• INPUT DATA:
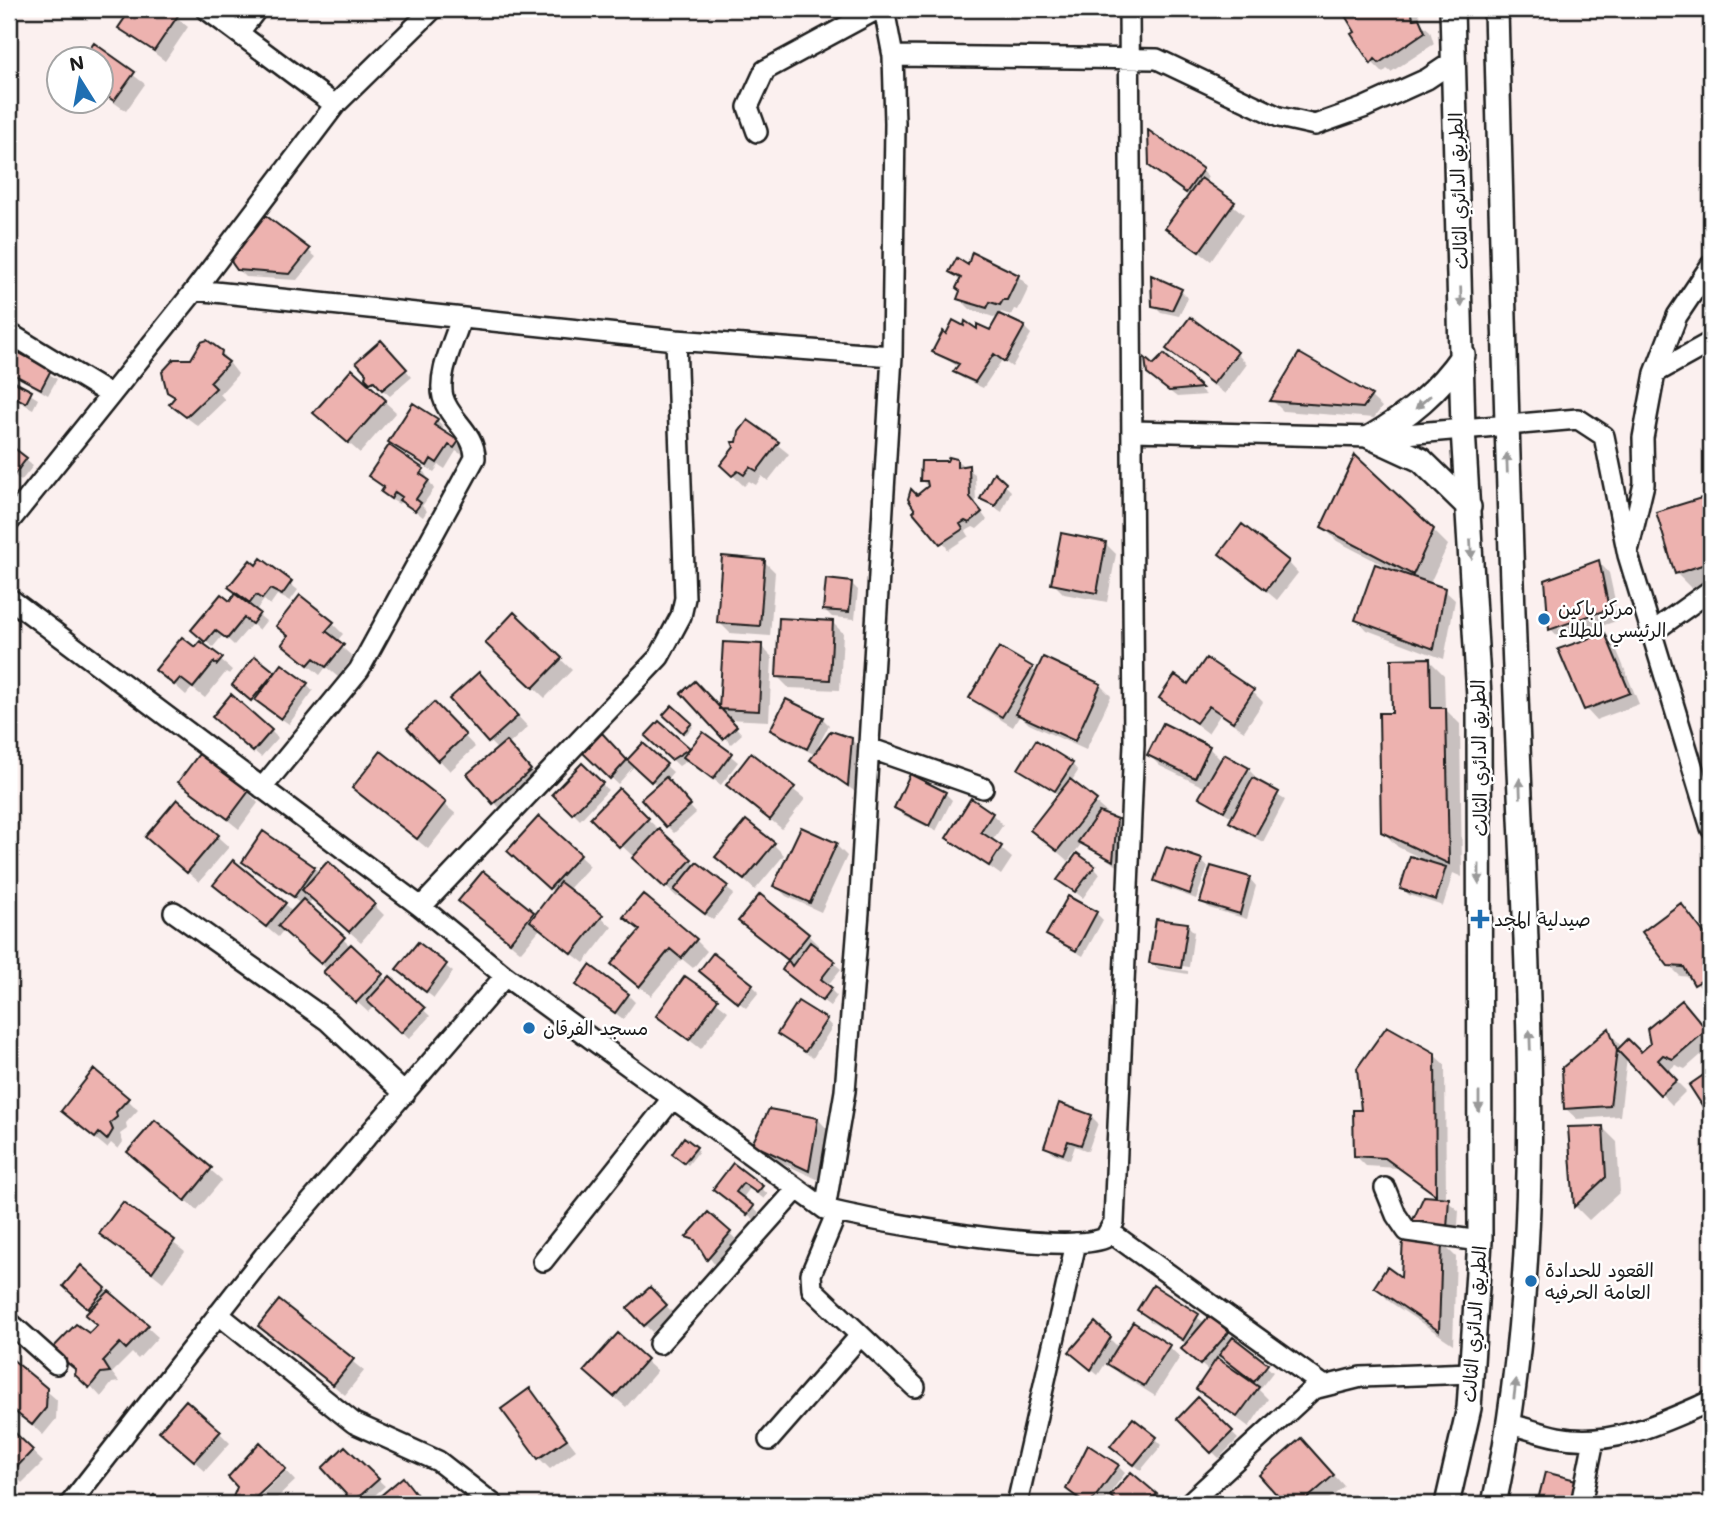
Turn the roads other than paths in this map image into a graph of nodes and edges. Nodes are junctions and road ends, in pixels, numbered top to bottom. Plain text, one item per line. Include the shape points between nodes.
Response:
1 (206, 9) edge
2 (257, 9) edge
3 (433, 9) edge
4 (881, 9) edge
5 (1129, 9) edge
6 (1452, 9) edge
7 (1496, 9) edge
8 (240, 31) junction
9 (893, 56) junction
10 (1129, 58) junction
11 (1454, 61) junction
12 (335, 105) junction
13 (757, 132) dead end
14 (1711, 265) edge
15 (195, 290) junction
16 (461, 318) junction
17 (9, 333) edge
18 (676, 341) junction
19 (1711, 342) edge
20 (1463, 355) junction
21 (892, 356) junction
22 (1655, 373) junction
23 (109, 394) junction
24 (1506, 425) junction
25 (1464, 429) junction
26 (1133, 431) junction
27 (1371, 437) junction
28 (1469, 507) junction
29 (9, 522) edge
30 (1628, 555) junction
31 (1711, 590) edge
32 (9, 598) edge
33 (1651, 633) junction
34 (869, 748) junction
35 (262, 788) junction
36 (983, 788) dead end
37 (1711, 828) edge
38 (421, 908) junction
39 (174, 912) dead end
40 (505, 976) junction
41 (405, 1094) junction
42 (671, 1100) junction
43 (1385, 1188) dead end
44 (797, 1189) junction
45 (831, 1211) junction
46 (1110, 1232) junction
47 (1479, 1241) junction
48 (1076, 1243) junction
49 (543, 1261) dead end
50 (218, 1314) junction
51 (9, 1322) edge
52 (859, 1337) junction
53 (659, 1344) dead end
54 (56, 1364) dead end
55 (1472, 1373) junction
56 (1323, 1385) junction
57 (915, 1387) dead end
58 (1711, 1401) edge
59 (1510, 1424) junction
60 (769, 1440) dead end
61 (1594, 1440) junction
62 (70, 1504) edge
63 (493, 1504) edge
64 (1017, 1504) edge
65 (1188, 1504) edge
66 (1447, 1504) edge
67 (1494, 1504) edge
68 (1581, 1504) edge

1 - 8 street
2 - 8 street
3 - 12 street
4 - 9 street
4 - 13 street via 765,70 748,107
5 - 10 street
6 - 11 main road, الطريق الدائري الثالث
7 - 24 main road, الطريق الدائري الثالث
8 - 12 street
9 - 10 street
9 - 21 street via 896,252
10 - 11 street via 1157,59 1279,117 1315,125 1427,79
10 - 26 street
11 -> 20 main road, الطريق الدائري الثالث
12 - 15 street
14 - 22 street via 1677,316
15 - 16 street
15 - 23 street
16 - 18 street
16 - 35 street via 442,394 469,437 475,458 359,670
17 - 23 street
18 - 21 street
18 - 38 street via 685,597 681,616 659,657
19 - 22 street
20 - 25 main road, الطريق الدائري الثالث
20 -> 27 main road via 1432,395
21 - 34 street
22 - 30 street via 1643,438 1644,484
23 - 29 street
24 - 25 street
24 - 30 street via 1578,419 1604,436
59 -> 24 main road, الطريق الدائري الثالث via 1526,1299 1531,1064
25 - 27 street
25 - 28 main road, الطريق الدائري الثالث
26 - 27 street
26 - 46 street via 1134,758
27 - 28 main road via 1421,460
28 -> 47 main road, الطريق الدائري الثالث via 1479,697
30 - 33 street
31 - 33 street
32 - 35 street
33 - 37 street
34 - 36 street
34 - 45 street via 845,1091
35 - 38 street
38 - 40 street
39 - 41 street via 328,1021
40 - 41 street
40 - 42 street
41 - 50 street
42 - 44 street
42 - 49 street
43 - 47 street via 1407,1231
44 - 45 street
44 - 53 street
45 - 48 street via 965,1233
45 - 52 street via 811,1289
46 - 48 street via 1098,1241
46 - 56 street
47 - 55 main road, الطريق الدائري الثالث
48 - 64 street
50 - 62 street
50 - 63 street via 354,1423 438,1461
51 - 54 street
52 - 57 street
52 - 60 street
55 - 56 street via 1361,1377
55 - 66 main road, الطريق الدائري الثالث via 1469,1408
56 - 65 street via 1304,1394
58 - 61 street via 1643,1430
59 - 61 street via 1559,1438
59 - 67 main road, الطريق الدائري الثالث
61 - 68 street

• TASK REQUIREMENTS: Look through the data above and report every line in which "الثالث" appears.

• RESPONSE BELOW:
6 - 11 main road, الطريق الدائري الثالث
7 - 24 main road, الطريق الدائري الثالث
11 -> 20 main road, الطريق الدائري الثالث
20 - 25 main road, الطريق الدائري الثالث
59 -> 24 main road, الطريق الدائري الثالث via 1526,1299 1531,1064
25 - 28 main road, الطريق الدائري الثالث
28 -> 47 main road, الطريق الدائري الثالث via 1479,697
47 - 55 main road, الطريق الدائري الثالث
55 - 66 main road, الطريق الدائري الثالث via 1469,1408
59 - 67 main road, الطريق الدائري الثالث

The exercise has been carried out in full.